Even the act of putting pen to paper and forming letters leading to words is akin to an act of worship. I say that carefully as my personal religious beliefs are quite specific when it comes to worshipping other deity’s (lol).  And so you would think that I would revel in the desire to write, after all what an opportunity to gleefully put quill to paper and neatly realize my cravings as part of the process.

I tried. The stack of unfilled journals in my house attest to my sincere devotion to the concept of writing down my soul. The entries are sporadic at best and usually morphed into lists of various sorts (another one of my great talents is list making which isn’t a bad way to put pen to paper).  I just couldn’t wrangle the elusive presentiments roiling inside me into any sort of graceful or witty fashion onto the page. Writing seemed so cumbersome.

After most of my children were out of grade school and making their young adult lives happen, I found myself working which included answering various correspondences. I did that job well enough but nothing sparked my desire to write like a nasty letter. I loved crafting the words to righteously fire back with a defense. I discovered how easy it was to formulate and write using the computer… it was so easy to delete, re-write, cut and paste and having access to an instant, digital dictionary/thesaurus was euphoric!!

I love the CRAFTING of it…  The left side of my brain craves the logistics of it, how precisely I can convey my thoughts and feelings. Words make pictures and the work involved in finding the perfect words and phrases to frame the smears of color I place on my canvas is extremely gratifying. Writing for me is creating art and art is expression and now that I have a tool to build my thoughts with I write!

So in time I will be posting pieces I have written from the past and creating new ones to share. It’s a very personal window into my soul. I hope you appreciate it.

Connie Em

Shomar

October 26 2015

There are times in life when you wish you could fall down and not get up. Yesterday was one of those days.. the long awaited Oregon rain ruined by the inconceivably cold, hard reality of an irreplaceable best friend and companion mowed down on a careless country highway, cold and hard.

The loss of a family member is a devastating thing, let alone the loss of two family members. And then there is the loss of a family member who saw you through the first losing.. I am noting to myself the proper spelling of ‘losing’ .. it seems no one knows how to spell anymore..

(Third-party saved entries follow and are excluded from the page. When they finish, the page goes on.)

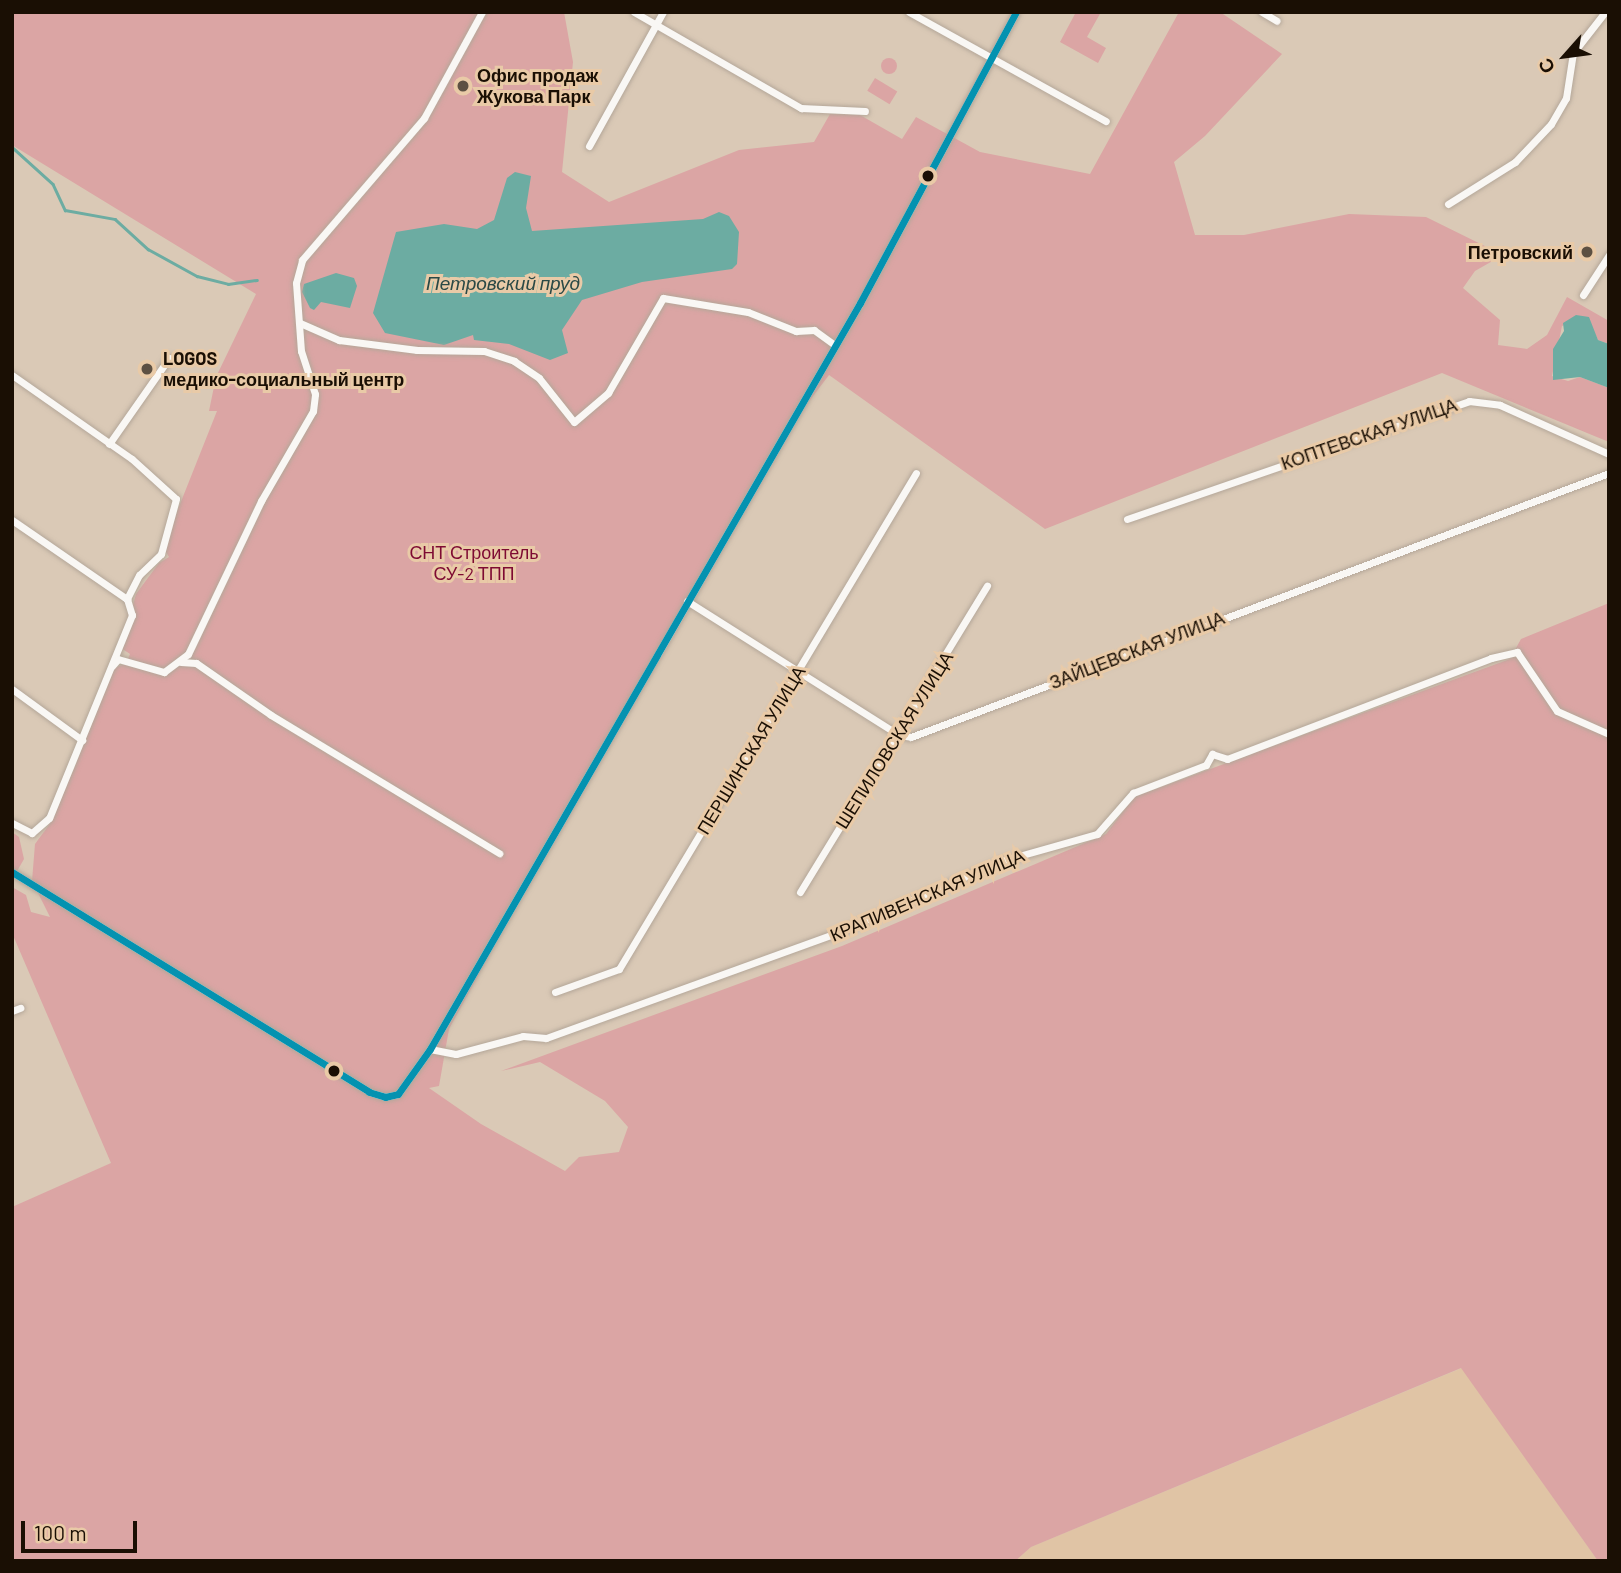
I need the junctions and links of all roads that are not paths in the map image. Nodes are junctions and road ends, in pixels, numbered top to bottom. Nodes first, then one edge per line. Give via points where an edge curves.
1 (482, 12) edge
2 (634, 12) edge
3 (663, 12) edge
4 (909, 12) edge
5 (1016, 12) edge
6 (1262, 12) edge
7 (1605, 12) edge
8 (1277, 21) dead end
9 (656, 24) junction
10 (990, 58) junction
11 (865, 111) dead end
12 (1106, 121) dead end
13 (589, 146) dead end
14 (1448, 204) dead end
15 (1609, 255) edge
16 (1583, 295) dead end
17 (300, 323) junction
18 (835, 345) junction
19 (169, 358) dead end
20 (12, 376) edge
21 (109, 444) junction
22 (1609, 454) edge
23 (916, 473) dead end
24 (1609, 473) edge
25 (1128, 519) dead end
26 (12, 520) edge
27 (987, 586) dead end
28 (127, 599) junction
29 (687, 601) junction
30 (181, 662) junction
31 (112, 666) junction
32 (799, 671) junction
33 (12, 689) edge
34 (1609, 734) edge
35 (899, 735) junction
36 (82, 740) junction
37 (12, 823) edge
38 (499, 853) dead end
39 (12, 873) edge
40 (800, 892) dead end
41 (555, 992) dead end
42 (429, 1049) junction

1 - 17 street via 424,118 302,260 296,283
2 - 9 street
3 - 9 street
4 - 10 street
5 - 10 street
6 - 8 street
7 - 14 street via 1573,53 1566,98 1551,124 1515,162
9 - 11 street via 801,108
9 - 13 street
10 - 12 street
10 - 18 street
15 - 16 street
17 - 18 street via 339,340 417,350 484,351 514,361 539,378 574,422 608,393 663,298 748,312 796,331 814,330
17 - 30 street via 303,366 315,394 313,411 261,501
18 - 29 street
19 - 21 street
20 - 21 street
21 - 28 street via 176,499 161,554 139,575
22 - 25 street, КОПТЕВСКАЯ УЛИЦА via 1504,407 1471,401
23 - 32 street, ПЕРШИНСКАЯ УЛИЦА via 881,525
24 - 35 street, ЗАЙЦЕВСКАЯ УЛИЦА via 921,734
26 - 28 street
27 - 35 street, ШЕПИЛОВСКАЯ УЛИЦА
28 - 31 street via 132,615
29 - 32 street
29 - 42 street
30 - 31 street via 164,672 118,659
30 - 38 street via 196,663 271,715
31 - 36 street
32 - 35 street
32 - 41 street, ПЕРШИНСКАЯ УЛИЦА via 619,969
33 - 36 street
34 - 42 street, КРАПИВЕНСКАЯ УЛИЦА via 1557,711 1517,652 1227,759 1212,754 1206,765 1133,793 1097,834 1001,861 831,936 546,1038 523,1036 456,1054
35 - 40 street, ШЕПИЛОВСКАЯ УЛИЦА
36 - 37 street via 49,818 32,833
39 - 42 street via 369,1092 394,1096 409,1083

Some beings are full of light and they share that light with you in your darkest hours. The bulldog embodied that light and more bringing his sweet Boston Terrier charm and intuitiveness to help us through those long days, weeks and years of overwhelming grief and mourning.

The day we picked up the tiny, rat-like puppy followed the worst ordeal of our lives. Purchasing the pup was a reflexive act following the loss of my youngest child’s next-older sibling, taken in a devastating car wreck that also claimed the life of their grandfather. The pup was a living, warm, pitiable being that in the helping, assisted us in keeping our focus on something alive… somewhat that is. It is a gruesome fact that when people leave you in this life, despite the memories that act as placeholders in your heart, there is a deafening, reverberating darkness that sometimes threatens to swallow you whole.

My daughter, then eight, gathered up the scrawny, tiny pup and focused. There is something about the face of a Boston Terrier that endears like no other breed and yet there are those people upon whom the terrier’s charm is lost. I once had a friend who claimed he looked like ‘a bat on steroids’… I will admit that in his more comical moments that opinion wasn’t wholly unjustified, but to Hannah and I he was always beautiful.

As I am writing this I watch the geese flying through the fall sky… my graceful fall and winter companions for nine years, their poignant honking through the cool, crisp air, never fails to take me back to those numb days following the wreck. I watch their beautiful flight against the backdrop of an early morning sky and am amazed at the timing of this current loss, also in October. I don’t ever think of myself as old, but as I notice myself in the mirror this morning.. a day later. I look like a tired, old lady. Tomorrow will be better.